There has been so much debate about how to handle the PED era in documenting the history of baseball. More than any other sport, baseball is anchored by its history and its numbers. Both have been severely tainted by the widespread use of PEDs from the mid- to late-1990s through the early 2000s. The culpability is widespread: Bud Selig and the owners turned a blind eye; the players’ association worked far harder to protect the dirty players than they did the clean ones; and fans and baseball media alike ignored obvious evidence of PED use, such as Brady Anderson going from 15 homeruns to 50 homeruns overnight, and Bonds’s head doubling in size. It is for this last reason that I think the BBWAA is taking the stance it is now. They missed the boat on this completely. They were in these locker rooms, covering these teams coast to coast, and they somehow either missed the rampant PED abuse or chose to ignore it. From a journalistic standpoint, it is inexcusable. They are collectively tainted by the stain as well. This is the writer’s chance to exert some measure of revenge.

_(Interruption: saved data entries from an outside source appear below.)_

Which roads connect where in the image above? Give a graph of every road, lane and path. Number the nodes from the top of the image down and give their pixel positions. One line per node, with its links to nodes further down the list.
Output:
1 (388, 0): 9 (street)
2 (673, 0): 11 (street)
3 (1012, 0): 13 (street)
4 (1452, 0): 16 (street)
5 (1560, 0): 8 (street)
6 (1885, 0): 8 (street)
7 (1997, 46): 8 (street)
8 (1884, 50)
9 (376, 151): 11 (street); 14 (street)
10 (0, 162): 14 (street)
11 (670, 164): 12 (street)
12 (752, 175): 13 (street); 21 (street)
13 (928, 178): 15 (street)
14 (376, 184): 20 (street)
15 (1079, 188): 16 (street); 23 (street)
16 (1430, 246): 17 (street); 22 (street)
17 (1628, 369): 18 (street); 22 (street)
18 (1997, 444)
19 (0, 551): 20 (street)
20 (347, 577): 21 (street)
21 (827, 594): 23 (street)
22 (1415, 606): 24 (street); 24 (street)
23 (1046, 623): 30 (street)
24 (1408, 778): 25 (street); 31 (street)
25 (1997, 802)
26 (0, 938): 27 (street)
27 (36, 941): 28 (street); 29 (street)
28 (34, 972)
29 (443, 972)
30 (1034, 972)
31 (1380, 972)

The debate has raged since the vote as to whether no one getting into the Hall of Fame this year is a good thing or a bad thing for baseball. My opinion is that it is a good thing. I don’t agree that you should “just put everyone in and tell the story on the plaque”. The Hall of Fame is, at its core, a museum of baseball history, and artifacts from Bonds, Clemens, McGwire, Sosa, et al., are prevalently displayed - Including the ball that Bonds hit for his 756th homerun, breaking Hank Aaron’s record, that is now emblazoned with a large asterisk (placed there by the ball’s eventual owner, fashion designer Mark Ecko). This history of the PED era can be told in other parts of the museum, but to honor those individuals either implicated in or strongly suspected of using PEDs with a bronze bust and induction ceremony would be wrong. Are there cheaters already enshrined? Undoubtedly so. And if a player such as Piazza never did anything wrong and is being wrongly persecuted, that is too bad. But the clean players had their chance to stand up during this period to clean up the game and did nothing.
So I applaud the BBWAA for sending this message. I hope Bonds and Clemens are never enshrined. Because if they are awarded the honor, knowing what we know, what kind of message would that be sending?